A 41 year old man with no previous history of ear problems presented with a sudden loss of hearing in his right ear immediately following the prolonged use of a pneumatic drill on concrete.
The cause was found to be a fractured long process of incus which had been eroded by the presence of an attic cholesteatoma.
A tympanomastoidectomy and ossiculoplasty was performed with good result.
Cholesteatomas may be asymptomatic and insidious in their onset. This case illustrates the point that an indolent disease such as this may present in unusual ways and the clinician must always have a high index of suspicion combined with thorough assessment and examination of every patient.

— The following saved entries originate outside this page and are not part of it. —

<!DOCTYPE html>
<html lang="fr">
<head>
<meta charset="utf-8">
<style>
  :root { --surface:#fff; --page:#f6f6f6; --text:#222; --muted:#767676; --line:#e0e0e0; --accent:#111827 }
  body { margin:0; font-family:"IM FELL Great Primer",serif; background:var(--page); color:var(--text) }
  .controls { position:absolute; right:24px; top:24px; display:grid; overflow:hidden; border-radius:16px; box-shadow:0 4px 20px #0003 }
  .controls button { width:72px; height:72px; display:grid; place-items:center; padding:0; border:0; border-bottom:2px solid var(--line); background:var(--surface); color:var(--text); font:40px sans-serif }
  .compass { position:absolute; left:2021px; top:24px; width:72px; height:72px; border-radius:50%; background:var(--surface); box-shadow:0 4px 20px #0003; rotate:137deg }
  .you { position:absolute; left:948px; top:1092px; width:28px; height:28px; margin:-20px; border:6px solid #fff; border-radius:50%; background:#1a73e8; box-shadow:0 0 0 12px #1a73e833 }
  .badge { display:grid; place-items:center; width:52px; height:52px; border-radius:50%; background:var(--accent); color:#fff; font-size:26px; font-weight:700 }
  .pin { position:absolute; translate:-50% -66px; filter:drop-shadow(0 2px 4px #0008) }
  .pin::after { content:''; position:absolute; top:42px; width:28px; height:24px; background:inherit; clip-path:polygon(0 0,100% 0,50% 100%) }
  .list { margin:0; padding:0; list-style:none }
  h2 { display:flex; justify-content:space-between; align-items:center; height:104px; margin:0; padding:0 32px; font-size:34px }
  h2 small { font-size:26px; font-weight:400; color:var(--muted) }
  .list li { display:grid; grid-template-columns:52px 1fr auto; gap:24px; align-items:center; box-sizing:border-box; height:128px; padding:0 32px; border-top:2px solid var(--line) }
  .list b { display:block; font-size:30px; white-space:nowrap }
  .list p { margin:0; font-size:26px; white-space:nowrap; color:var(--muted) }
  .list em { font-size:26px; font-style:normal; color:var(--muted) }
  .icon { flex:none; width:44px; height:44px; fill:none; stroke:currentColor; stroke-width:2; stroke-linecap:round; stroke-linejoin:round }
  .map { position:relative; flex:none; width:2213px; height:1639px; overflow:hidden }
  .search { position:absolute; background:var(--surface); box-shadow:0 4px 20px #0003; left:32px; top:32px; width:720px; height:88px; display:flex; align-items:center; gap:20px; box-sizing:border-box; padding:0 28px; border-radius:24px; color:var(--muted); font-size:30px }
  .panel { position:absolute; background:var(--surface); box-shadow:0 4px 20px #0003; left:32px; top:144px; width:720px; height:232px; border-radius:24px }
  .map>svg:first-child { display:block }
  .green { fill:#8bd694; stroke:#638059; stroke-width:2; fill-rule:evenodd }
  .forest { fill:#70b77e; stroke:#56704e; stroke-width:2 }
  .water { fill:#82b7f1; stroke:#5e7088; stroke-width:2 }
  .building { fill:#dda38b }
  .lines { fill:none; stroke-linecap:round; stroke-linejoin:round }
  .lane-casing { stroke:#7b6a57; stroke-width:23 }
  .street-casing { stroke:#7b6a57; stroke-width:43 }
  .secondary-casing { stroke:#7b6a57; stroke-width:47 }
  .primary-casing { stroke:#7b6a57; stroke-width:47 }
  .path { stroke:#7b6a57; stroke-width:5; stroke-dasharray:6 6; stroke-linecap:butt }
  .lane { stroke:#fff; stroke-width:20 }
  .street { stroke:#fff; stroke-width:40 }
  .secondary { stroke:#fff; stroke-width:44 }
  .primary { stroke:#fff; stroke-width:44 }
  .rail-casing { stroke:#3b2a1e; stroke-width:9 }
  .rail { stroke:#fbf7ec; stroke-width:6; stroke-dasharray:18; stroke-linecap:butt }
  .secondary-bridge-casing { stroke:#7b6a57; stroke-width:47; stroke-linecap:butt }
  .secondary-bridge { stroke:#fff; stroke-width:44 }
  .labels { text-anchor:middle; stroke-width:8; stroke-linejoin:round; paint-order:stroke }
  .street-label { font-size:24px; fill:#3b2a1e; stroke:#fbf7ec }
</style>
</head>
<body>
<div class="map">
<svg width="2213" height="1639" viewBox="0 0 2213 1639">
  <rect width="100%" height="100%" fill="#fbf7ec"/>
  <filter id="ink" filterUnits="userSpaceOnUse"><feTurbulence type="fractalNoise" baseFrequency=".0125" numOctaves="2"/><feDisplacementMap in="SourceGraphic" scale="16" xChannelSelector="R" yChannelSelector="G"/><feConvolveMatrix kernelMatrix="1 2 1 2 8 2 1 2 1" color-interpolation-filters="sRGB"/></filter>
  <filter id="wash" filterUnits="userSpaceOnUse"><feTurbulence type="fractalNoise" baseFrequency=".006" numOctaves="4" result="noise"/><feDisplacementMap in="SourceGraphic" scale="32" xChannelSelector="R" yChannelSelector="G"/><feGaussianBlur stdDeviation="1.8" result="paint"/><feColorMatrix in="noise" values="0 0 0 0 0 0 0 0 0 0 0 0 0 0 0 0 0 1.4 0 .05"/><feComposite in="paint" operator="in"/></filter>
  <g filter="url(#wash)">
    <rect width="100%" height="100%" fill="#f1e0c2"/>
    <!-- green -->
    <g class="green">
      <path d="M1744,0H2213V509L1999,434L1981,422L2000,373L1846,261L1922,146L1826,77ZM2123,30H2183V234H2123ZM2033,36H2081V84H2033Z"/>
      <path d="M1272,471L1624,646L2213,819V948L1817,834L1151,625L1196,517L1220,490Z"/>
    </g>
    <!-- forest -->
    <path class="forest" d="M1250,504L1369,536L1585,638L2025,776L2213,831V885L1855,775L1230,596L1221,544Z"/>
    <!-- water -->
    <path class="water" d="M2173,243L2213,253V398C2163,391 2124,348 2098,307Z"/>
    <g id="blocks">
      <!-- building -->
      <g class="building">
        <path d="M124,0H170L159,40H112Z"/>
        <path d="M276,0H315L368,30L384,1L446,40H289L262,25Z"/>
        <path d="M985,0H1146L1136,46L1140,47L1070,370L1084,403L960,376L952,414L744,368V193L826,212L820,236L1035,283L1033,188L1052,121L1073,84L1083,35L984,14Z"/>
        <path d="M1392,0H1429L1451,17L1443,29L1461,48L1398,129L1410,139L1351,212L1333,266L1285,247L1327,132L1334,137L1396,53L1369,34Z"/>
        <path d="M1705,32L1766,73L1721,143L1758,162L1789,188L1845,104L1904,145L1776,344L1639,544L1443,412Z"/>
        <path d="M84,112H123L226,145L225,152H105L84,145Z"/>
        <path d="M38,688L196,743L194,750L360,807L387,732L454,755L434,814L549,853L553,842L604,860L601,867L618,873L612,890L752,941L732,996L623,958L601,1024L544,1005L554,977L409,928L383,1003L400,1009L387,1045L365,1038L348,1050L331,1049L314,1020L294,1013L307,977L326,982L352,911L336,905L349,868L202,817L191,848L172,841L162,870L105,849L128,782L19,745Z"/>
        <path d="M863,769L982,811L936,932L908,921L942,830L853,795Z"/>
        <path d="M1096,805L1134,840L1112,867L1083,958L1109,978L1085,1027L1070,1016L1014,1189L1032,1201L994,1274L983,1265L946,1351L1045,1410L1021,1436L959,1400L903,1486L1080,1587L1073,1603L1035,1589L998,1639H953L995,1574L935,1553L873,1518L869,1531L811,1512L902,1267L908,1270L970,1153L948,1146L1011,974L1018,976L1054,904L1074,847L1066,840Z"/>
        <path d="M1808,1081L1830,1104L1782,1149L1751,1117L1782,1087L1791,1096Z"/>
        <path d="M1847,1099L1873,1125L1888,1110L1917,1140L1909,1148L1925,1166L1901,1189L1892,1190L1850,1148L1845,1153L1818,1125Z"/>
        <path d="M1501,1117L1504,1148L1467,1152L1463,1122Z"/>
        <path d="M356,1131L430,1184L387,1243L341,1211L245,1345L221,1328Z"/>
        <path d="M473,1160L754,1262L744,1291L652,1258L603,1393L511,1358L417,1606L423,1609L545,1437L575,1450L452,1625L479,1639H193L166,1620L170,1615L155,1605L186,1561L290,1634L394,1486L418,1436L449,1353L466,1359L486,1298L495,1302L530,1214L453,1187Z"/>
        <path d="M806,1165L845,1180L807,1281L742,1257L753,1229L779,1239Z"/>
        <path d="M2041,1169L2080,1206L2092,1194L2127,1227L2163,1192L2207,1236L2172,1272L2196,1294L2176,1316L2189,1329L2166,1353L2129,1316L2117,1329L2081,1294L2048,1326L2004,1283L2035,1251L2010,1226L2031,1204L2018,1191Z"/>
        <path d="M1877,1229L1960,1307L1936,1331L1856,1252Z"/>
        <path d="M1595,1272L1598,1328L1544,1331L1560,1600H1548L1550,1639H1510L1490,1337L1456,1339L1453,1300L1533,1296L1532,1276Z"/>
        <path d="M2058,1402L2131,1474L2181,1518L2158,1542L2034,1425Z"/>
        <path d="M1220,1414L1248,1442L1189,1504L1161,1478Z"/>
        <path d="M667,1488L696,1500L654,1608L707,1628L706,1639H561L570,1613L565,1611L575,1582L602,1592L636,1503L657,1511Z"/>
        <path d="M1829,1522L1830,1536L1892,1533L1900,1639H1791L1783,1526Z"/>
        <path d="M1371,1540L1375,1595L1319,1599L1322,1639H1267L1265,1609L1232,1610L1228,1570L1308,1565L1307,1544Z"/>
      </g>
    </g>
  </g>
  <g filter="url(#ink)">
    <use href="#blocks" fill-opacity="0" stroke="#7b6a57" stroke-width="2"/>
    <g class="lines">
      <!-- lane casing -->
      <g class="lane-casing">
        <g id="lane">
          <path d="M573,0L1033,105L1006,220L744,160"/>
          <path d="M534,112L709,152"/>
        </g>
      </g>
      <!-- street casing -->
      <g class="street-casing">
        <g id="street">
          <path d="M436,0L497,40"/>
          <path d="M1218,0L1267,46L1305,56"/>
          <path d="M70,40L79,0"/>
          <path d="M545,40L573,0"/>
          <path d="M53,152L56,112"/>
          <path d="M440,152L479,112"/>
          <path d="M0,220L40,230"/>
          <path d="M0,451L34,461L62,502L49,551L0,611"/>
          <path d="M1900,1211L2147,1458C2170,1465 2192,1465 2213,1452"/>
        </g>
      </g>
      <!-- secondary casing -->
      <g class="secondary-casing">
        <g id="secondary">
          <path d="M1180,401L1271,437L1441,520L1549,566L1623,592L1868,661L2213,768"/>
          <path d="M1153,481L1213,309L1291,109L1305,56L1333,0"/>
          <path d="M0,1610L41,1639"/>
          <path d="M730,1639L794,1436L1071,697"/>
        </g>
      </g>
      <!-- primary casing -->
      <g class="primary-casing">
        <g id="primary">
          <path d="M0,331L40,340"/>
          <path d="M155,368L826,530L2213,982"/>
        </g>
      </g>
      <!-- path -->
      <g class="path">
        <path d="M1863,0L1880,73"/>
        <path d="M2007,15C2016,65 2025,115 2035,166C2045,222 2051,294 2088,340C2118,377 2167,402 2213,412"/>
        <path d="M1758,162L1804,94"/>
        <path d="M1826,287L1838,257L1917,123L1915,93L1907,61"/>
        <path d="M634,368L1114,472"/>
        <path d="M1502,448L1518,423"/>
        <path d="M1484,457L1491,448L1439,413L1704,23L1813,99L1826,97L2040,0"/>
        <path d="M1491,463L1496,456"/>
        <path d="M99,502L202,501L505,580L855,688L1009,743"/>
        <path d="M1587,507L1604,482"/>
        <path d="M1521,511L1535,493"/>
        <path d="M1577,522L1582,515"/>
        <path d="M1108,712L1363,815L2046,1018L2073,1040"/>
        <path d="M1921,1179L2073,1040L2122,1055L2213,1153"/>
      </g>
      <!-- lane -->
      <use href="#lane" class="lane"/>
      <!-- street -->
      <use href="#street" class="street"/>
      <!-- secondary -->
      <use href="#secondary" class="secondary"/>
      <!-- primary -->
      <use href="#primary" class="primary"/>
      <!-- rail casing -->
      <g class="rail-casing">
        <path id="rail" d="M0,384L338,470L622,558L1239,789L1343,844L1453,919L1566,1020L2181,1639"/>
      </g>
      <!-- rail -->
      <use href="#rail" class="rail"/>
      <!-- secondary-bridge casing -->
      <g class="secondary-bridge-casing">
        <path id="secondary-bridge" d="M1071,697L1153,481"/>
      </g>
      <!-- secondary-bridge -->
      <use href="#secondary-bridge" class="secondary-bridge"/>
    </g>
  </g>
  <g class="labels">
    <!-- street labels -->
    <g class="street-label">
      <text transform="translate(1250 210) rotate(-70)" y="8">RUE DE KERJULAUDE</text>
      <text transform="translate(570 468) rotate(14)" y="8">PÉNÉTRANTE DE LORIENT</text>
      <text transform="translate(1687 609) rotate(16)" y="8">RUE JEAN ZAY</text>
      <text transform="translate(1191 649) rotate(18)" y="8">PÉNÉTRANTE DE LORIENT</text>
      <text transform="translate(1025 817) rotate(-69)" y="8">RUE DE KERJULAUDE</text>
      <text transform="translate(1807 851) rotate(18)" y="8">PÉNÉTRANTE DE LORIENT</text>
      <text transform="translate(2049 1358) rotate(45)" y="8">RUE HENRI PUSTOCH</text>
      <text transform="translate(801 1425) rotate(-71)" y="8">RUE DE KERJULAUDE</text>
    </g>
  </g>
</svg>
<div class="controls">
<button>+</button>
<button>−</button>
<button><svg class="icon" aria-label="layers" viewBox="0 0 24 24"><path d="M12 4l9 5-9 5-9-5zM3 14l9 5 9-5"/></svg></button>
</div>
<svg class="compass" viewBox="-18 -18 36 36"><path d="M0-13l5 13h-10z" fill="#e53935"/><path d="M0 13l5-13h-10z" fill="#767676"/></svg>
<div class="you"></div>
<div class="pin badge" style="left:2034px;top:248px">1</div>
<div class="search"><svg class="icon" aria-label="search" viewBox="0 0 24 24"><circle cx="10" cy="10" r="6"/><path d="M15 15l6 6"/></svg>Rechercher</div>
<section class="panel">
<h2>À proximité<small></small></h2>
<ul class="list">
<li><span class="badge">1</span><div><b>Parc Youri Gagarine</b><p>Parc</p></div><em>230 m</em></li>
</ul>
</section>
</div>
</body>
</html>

The definition of cholesteatoma is the occurrence of keratinizing, stratified, squamous epithelium within the middle-ear cavity where otherwise only modified respiratory epithelium ought to be present . Patients normally present with a chronically discharging ear and may complain of hearing loss. We present the case of a 41 year old man whose primary presentation of cholesteatoma was a sudden unilateral hearing loss following extended use of a pneumatic drill – a feature not associated with chronic middle ear disease. This mode of presentation has never previously been reported in the literature.
A 41-year-old gentleman was referred to the otolaryngology outpatient clinic with a one-month history of acute right-sided hearing loss. At the time of onset, he noticed a sudden loss of hearing in his right ear immediately following the prolonged use of a pneumatic drill on concrete without the benefit of ear protection. There was no previous history of noise exposure or any ear problems.
The history of acute noise exposure without ear protection may normally be expected to result in a bilateral sensorineural hearing loss. Furthermore, our patient had no previous history of otological problems, which is unusual in somebody with such extensive cholesteatoma. His presenting complaint of sudden hearing loss was a result of vibration from the pneumatic drill, fracturing the already eroded long process of incus (LPI), thus resulting in immediate ossicular discontinuity and the subsequent sudden hearing loss. This was confirmed at operation.
Cholesteatomas are keratin-containing epidermoid cysts that classically arise from the pars flaccida or postero-superior segment of the tympanic membrane. They have the propensity to expand into the middle ear cleft (MEC) and beyond, leading to both intracranial and extracranial complications. This is commonly compounded by the presence of infection.
Clinical features vary and arise as a result of the disease itself or its complications. The most common presenting features are an offensive smelling discharge and hearing loss . Hearing loss may be a feature due to ossicular chain disruption or may result from accumulation of toxic inflammatory mediators which pass through the round window into the cochlea. Dizziness and vertigo may be due to the presence of a labyrinthine fistula .
Management of cholesteatomas is primarily surgical. The aim of surgery is to convert unsafe disease to safe disease, with restoration of hearing a secondary priority. Surgery is directed toward the eradication of entrapped keratinising epithelium and debris from the middle ear and mastoid air spaces and tympanomastoidectomy is the operation of choice . The decision as to whether to perform an ossiculoplasty at the initial operation depends on the findings at surgery and the surgeon's preference.
This case emphasises the point that cholesteatomas can be largely asymptomatic. It was fortuitous that vibrations from a pneumatic drill caused the already eroded LPI to fracture, facilitating the diagnosis and treatment of this indolent and potentially dangerous condition. A presentation of such unlikely coincidences has not been reported in the literature. The clinician must always have a high index of suspicion combined with thorough assessment and examination of every patient to ensure that this indolent disease is not missed.